The biblical commentator Rashi explains that this verse repeats the word “years” three times in order to tell us that Sarah retained her physical beauty and moral virtue well beyond youth: “at the age of 100 she was as a woman of 20 as regards sin … and when she was 20 she was as beautiful as when she was seven.” We also know from a key element of her story, that she bore Abraham a child in old age, that she maintained a certain vitality into her later years.
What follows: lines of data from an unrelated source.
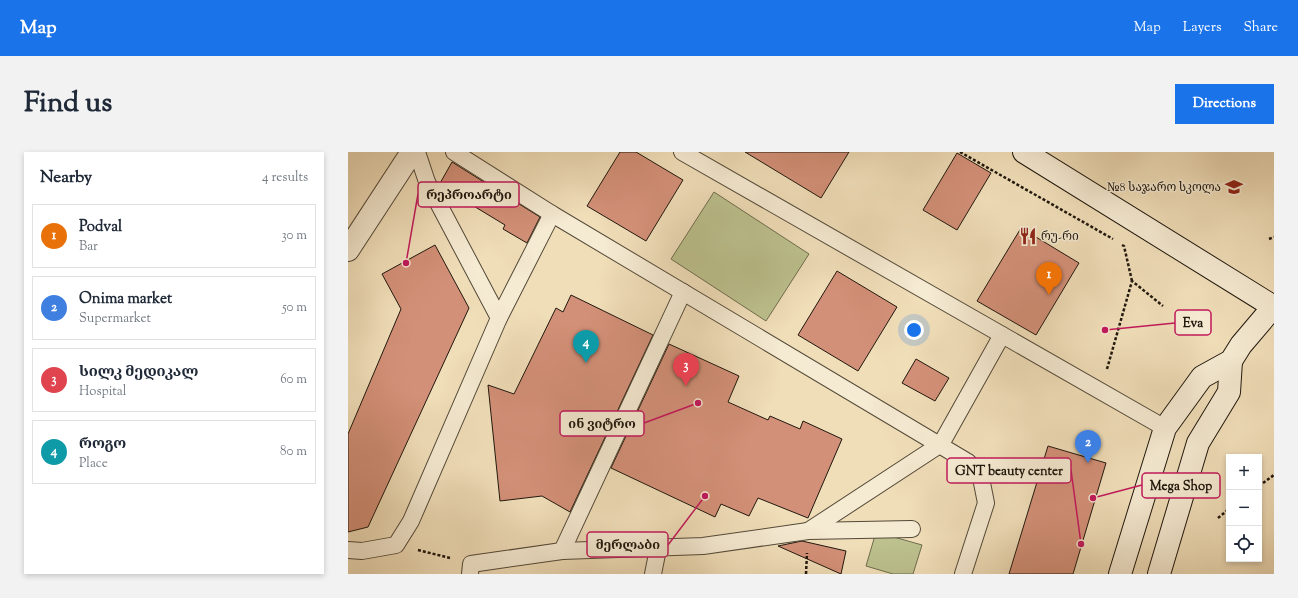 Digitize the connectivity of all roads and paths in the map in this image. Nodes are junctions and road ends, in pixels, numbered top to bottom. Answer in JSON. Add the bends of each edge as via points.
{"nodes":[{"id":1,"x":412,"y":152,"type":"edge"},
{"id":2,"x":416,"y":152,"type":"edge"},
{"id":3,"x":454,"y":152,"type":"edge"},
{"id":4,"x":682,"y":152,"type":"edge"},
{"id":5,"x":960,"y":152,"type":"edge"},
{"id":6,"x":1024,"y":152,"type":"edge"},
{"id":7,"x":552,"y":214,"type":"junction"},
{"id":8,"x":1274,"y":237,"type":"edge"},
{"id":9,"x":1269,"y":239,"type":"dead end"},
{"id":10,"x":348,"y":250,"type":"edge"},
{"id":11,"x":1132,"y":281,"type":"junction"},
{"id":12,"x":683,"y":292,"type":"junction"},
{"id":13,"x":1163,"y":306,"type":"dead end"},
{"id":14,"x":1274,"y":306,"type":"edge"},
{"id":15,"x":499,"y":318,"type":"junction"},
{"id":16,"x":1002,"y":335,"type":"junction"},
{"id":17,"x":1231,"y":360,"type":"junction"},
{"id":18,"x":1101,"y":392,"type":"junction"},
{"id":19,"x":1165,"y":428,"type":"junction"},
{"id":20,"x":941,"y":444,"type":"junction"},
{"id":21,"x":1274,"y":475,"type":"edge"},
{"id":22,"x":1262,"y":484,"type":"edge"},
{"id":23,"x":1226,"y":511,"type":"edge"},
{"id":24,"x":1218,"y":518,"type":"dead end"},
{"id":25,"x":912,"y":529,"type":"dead end"},
{"id":26,"x":808,"y":531,"type":"junction"},
{"id":27,"x":396,"y":545,"type":"junction"},
{"id":28,"x":658,"y":548,"type":"junction"},
{"id":29,"x":348,"y":550,"type":"edge"},
{"id":30,"x":562,"y":551,"type":"junction"},
{"id":31,"x":471,"y":569,"type":"edge"},
{"id":32,"x":653,"y":574,"type":"edge"},
{"id":33,"x":963,"y":574,"type":"edge"},
{"id":34,"x":1120,"y":574,"type":"edge"},
{"id":35,"x":1159,"y":574,"type":"edge"}],
"edges":[{"from":1,"to":10,"type":"main road"},
{"from":2,"to":15,"type":"lane","via":[[427,182]]},
{"from":3,"to":7,"type":"lane"},
{"from":4,"to":16,"type":"lane"},
{"from":5,"to":11,"type":"path","via":[[1124,246]]},
{"from":6,"to":14,"type":"main road"},
{"from":7,"to":12,"type":"lane"},
{"from":7,"to":15,"type":"lane"},
{"from":8,"to":9,"type":"path"},
{"from":11,"to":13,"type":"path"},
{"from":11,"to":18,"type":"path"},
{"from":12,"to":20,"type":"lane"},
{"from":12,"to":30,"type":"lane"},
{"from":14,"to":17,"type":"main road"},
{"from":15,"to":27,"type":"lane","via":[[411,521]]},
{"from":16,"to":18,"type":"lane"},
{"from":16,"to":20,"type":"lane"},
{"from":17,"to":19,"type":"main road","via":[[1202,377]]},
{"from":17,"to":35,"type":"main road","via":[[1229,392],[1198,443]]},
{"from":18,"to":19,"type":"lane"},
{"from":19,"to":34,"type":"main road"},
{"from":20,"to":26,"type":"lane"},
{"from":20,"to":33,"type":"lane","via":[[968,462],[982,478],[986,503]]},
{"from":21,"to":22,"type":"path"},
{"from":23,"to":24,"type":"path"},
{"from":25,"to":26,"type":"lane"},
{"from":26,"to":28,"type":"lane","via":[[703,546]]},
{"from":27,"to":29,"type":"lane","via":[[362,551]]},
{"from":27,"to":31,"type":"path"},
{"from":28,"to":30,"type":"lane"},
{"from":28,"to":32,"type":"lane"},
{"from":30,"to":31,"type":"lane"}]} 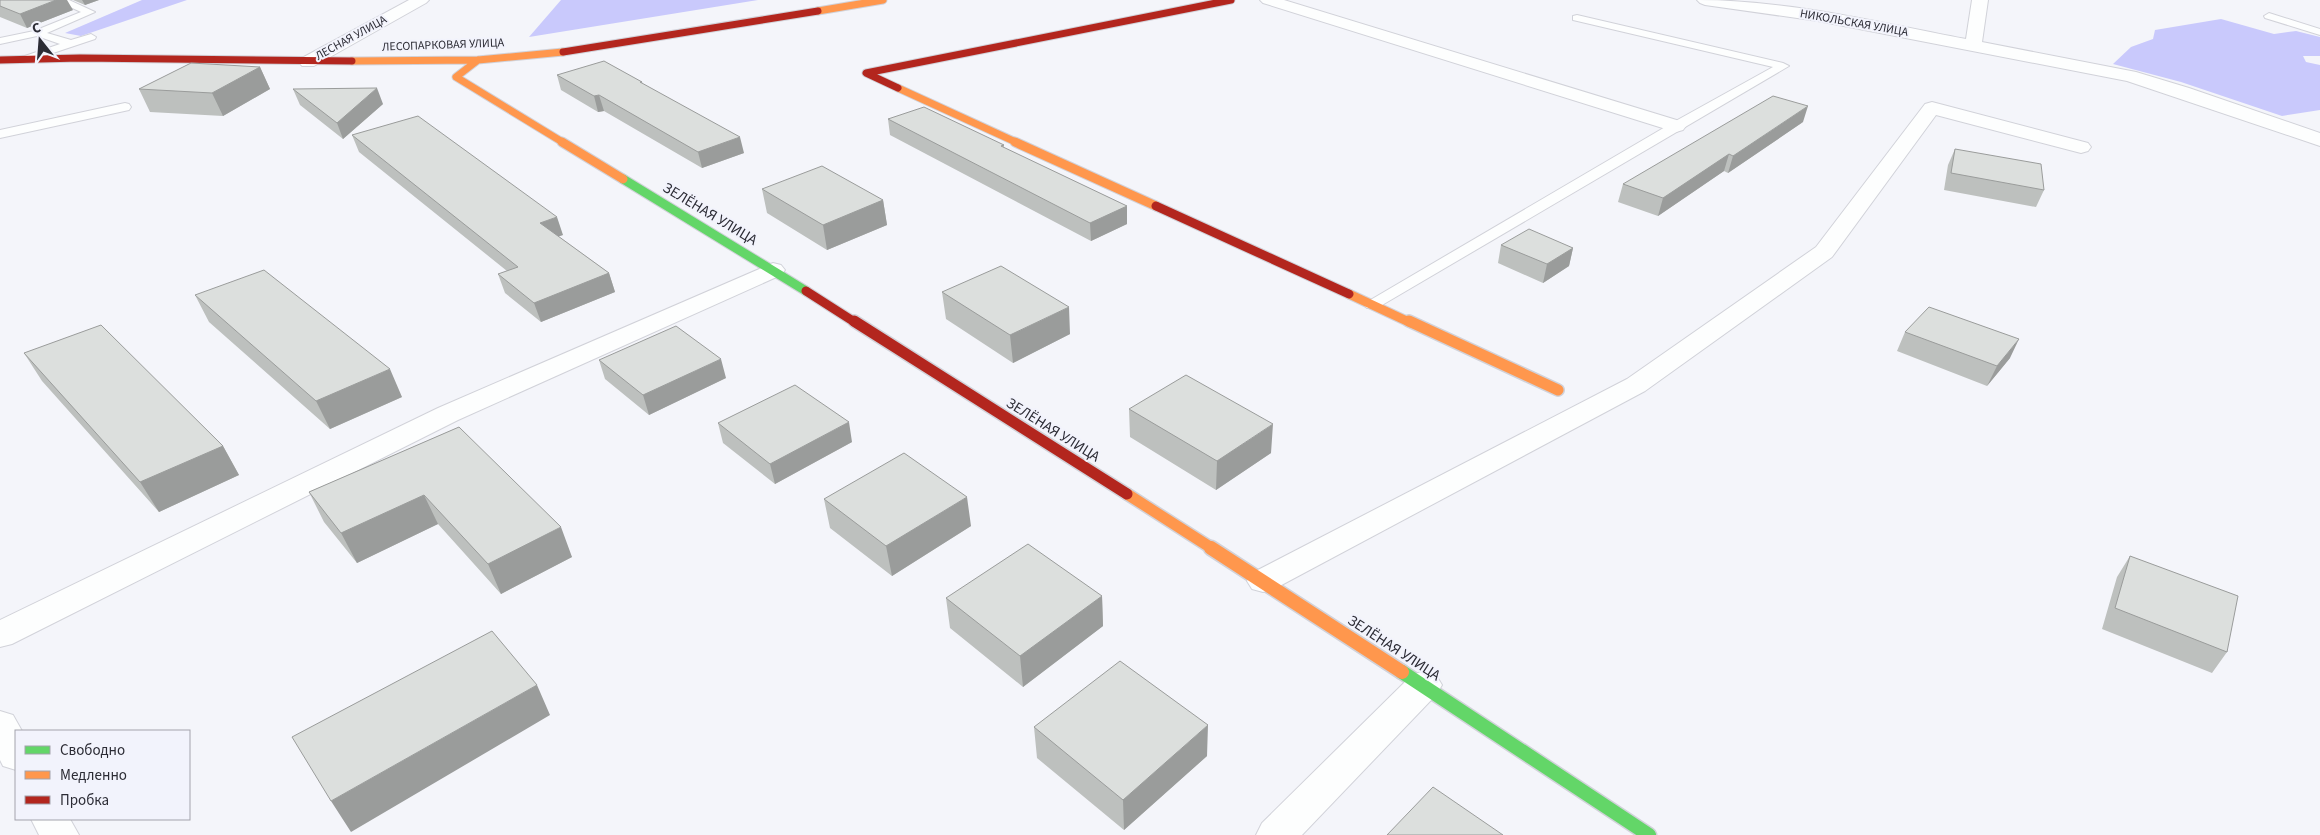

This unusual phrasing in the Torah and its midrashic interpretation challenges us to do for our loved ones what the Torah does for Sarah, and recall that years of decline late in life represent only part of a life. Our loved ones were once young, vibrant and accomplished — and they were that way for a long time, longer than our memory of them at the moment they depart might suggest. They gave of themselves to family and friends. They developed meaningful relationships and brought joy and purpose into our lives. The difficult times that often accompany the end of life can act like an ugly blot that spreads across the beautiful canvas of our loved ones’ lives, making it hard to look beneath the surface to recall older, happier memories. But the Torah urges us to do otherwise as, reminding us at the moment it announces her death of Sarah’s many years of health, beauty, virtue and strength. Those qualities of our loved ones may still be evident in our imaginations and in our memories if we look for them.
After Sarah’s death, Abraham took care of the immediate need to secure a burial plot for her. When he concluded his mourning period for Sarah, we learn that he remarried, had more children, and carried on without her. We can also draw upon Abraham’s strength. As the years pass, we can begin to discard difficult end-stage memories and replace them with images from earlier stages in our loved ones’ lives. We can remember stories of when they were in their 20s and 30s. We can recall their impact on their community, friends and family. We can celebrate their humor and their beauty, their wit and their caring.
The period of mourning prescribed by Jewish tradition can assist us in this process. For a set period, mourners withdraw from the world to focus on our memories. We can spend this time sorting through the belongings we want to keep or discard, looking at pictures, videos, and mementos from across the span of life. But eventually, this period must end, and we are obliged to return to the business of living. In this way, Jewish mourning rituals can assist us in revising our portfolio of memories, cleansing some of the more painful ones and restoring those that bring us comfort and inspiration to engage fully with life again.